Screenshot of Typekit

Screenshot of Typekit

Tonight I decided to give the new font service Typekit a try on my website. The service uses your browsers inherent ability to link fonts, and has worked out licensing with a number of font houses so you can link these fonts with no fear of legal action. The quote from Typekit below basically says it all.

While it’s technically quite easy to link to fonts, it’s legally more nuanced. Almost all fonts are protected by copyright — even those available for free — and very few of them allow for linking via CSS or redistribution on the web. This is understandable; font files represent countless hours of finely detailed labor. Appropriately, type designers are concerned that they’ll lose control of all that hard work.

We’ve been working with foundries to develop a consistent web-only font linking license.
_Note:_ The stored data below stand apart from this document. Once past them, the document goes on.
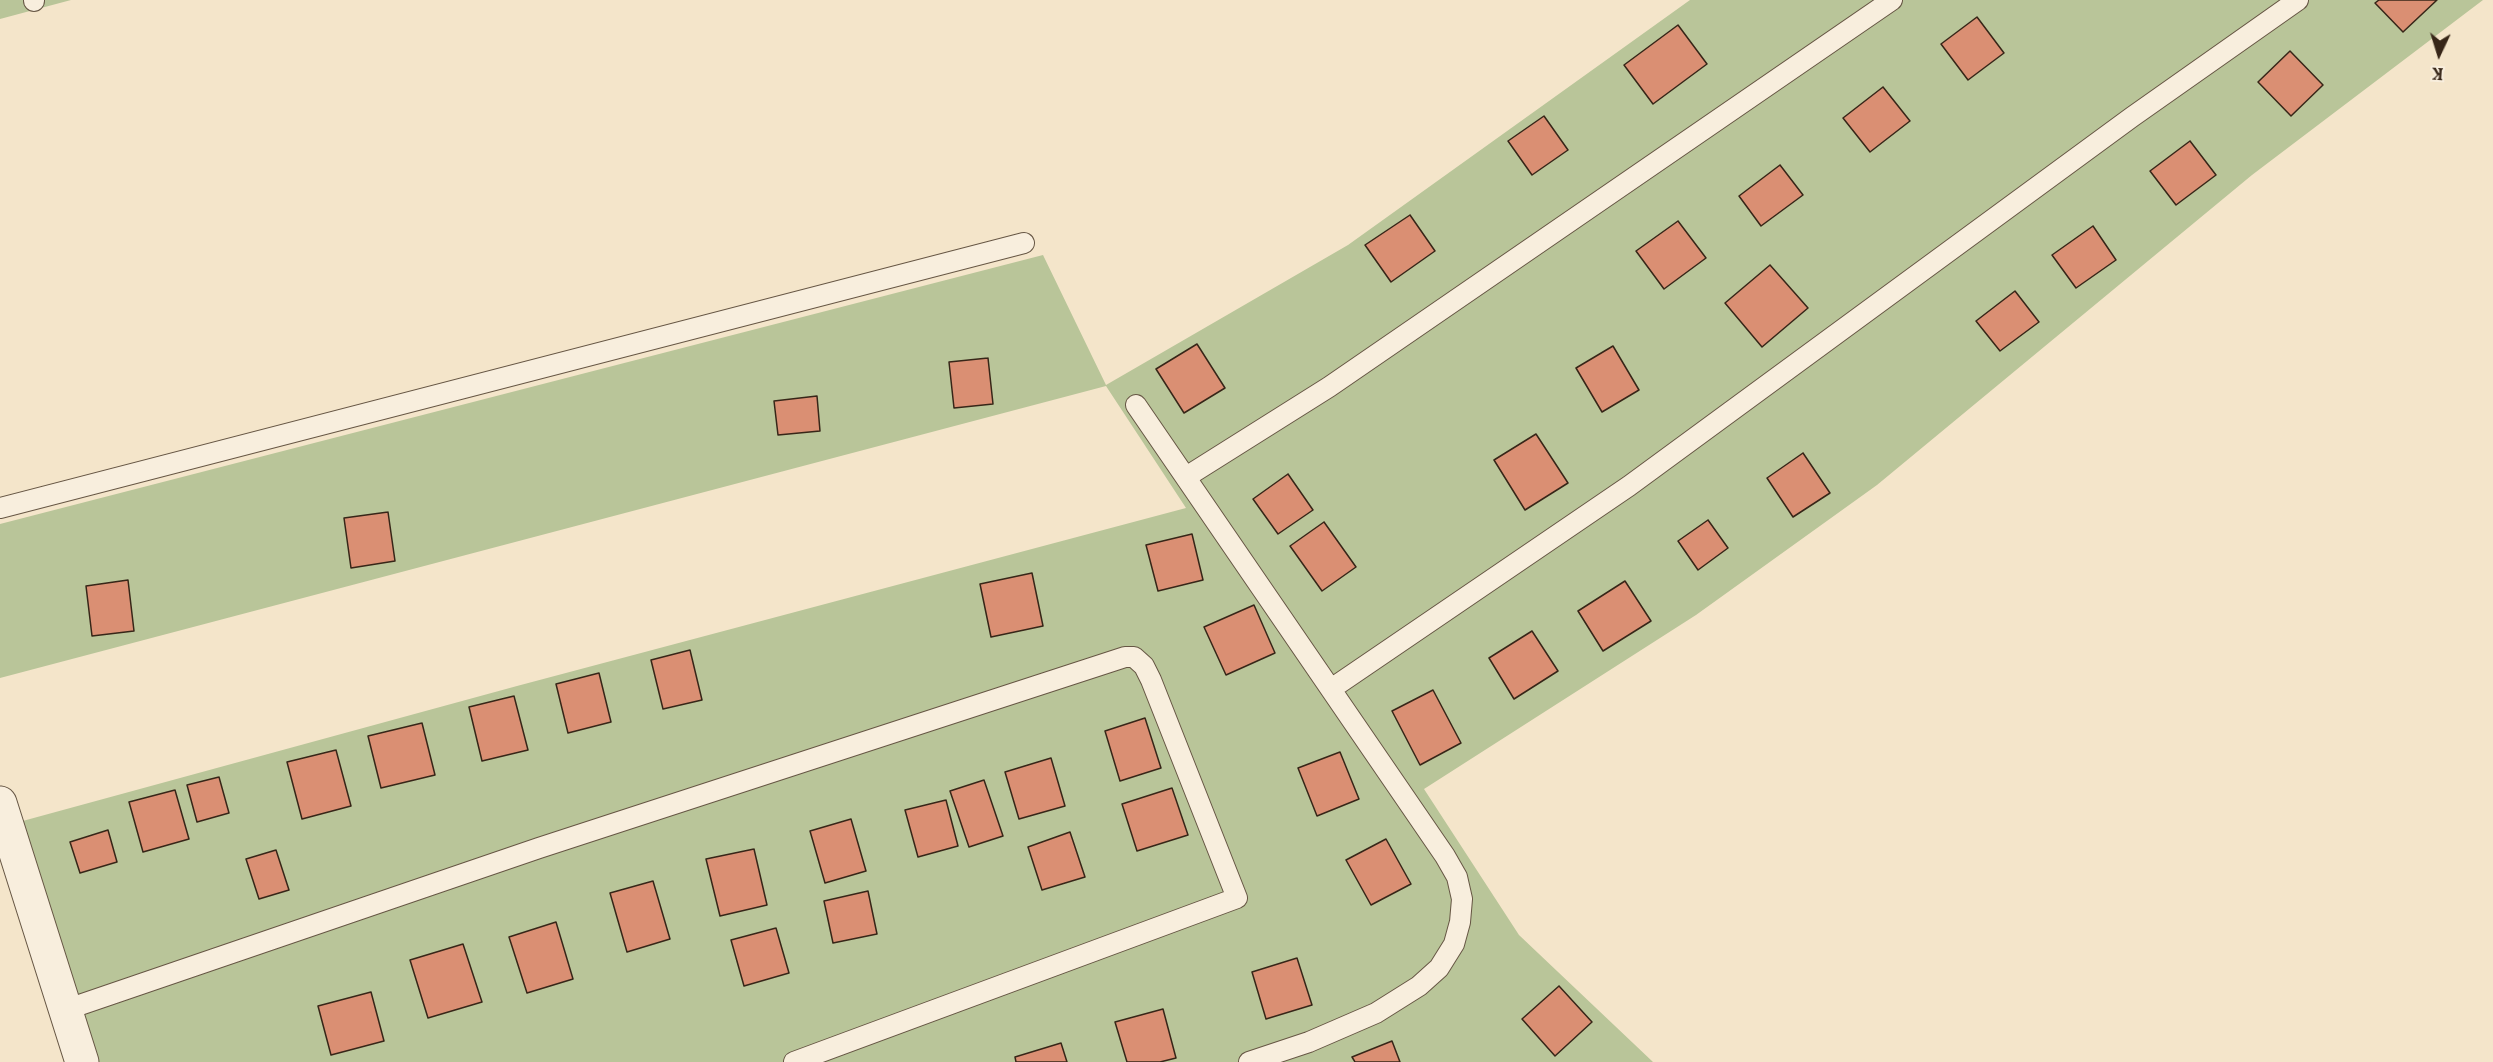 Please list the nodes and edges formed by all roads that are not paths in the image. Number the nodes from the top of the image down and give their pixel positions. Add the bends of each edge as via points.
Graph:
1 (1892, 0) edge
2 (2298, 0) edge
3 (1024, 243) dead end
4 (1136, 405) dead end
5 (1186, 477) junction
6 (0, 508) edge
7 (1331, 689) junction
8 (0, 803) edge
9 (65, 1010) junction
10 (82, 1062) edge
11 (794, 1062) edge
12 (1250, 1062) edge

1 - 5 lane via 1338,381
2 - 7 lane via 1629,486
3 - 6 lane
4 - 5 lane
5 - 7 lane
7 - 12 lane via 1457,877 1462,899 1460,922 1454,944 1439,968 1419,986 1376,1013
8 - 9 street
9 - 10 street
9 - 11 lane via 550,844 1114,660 1134,657 1151,680 1237,898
We’ve built a technology platform that lets us to host both free and commercial fonts in a way that is incredibly fast, smoothes out differences in how browsers handle type, and offers the level of protection that type designers need without resorting to annoying and ineffective DRM.

I found Typekit easy to implement – you only need to add two lines of javascript to your head tag, and then choose your fonts.

All in all, I’m starting to love the Typekit services. I would recommend it to all web designers that what to play around with some new fonts beyond our normal “web safe group”. It’s fun, free, and it’s easy.

BTW, I’ll be changing the fonts on my website the next few days to test out the service. More feedback to come.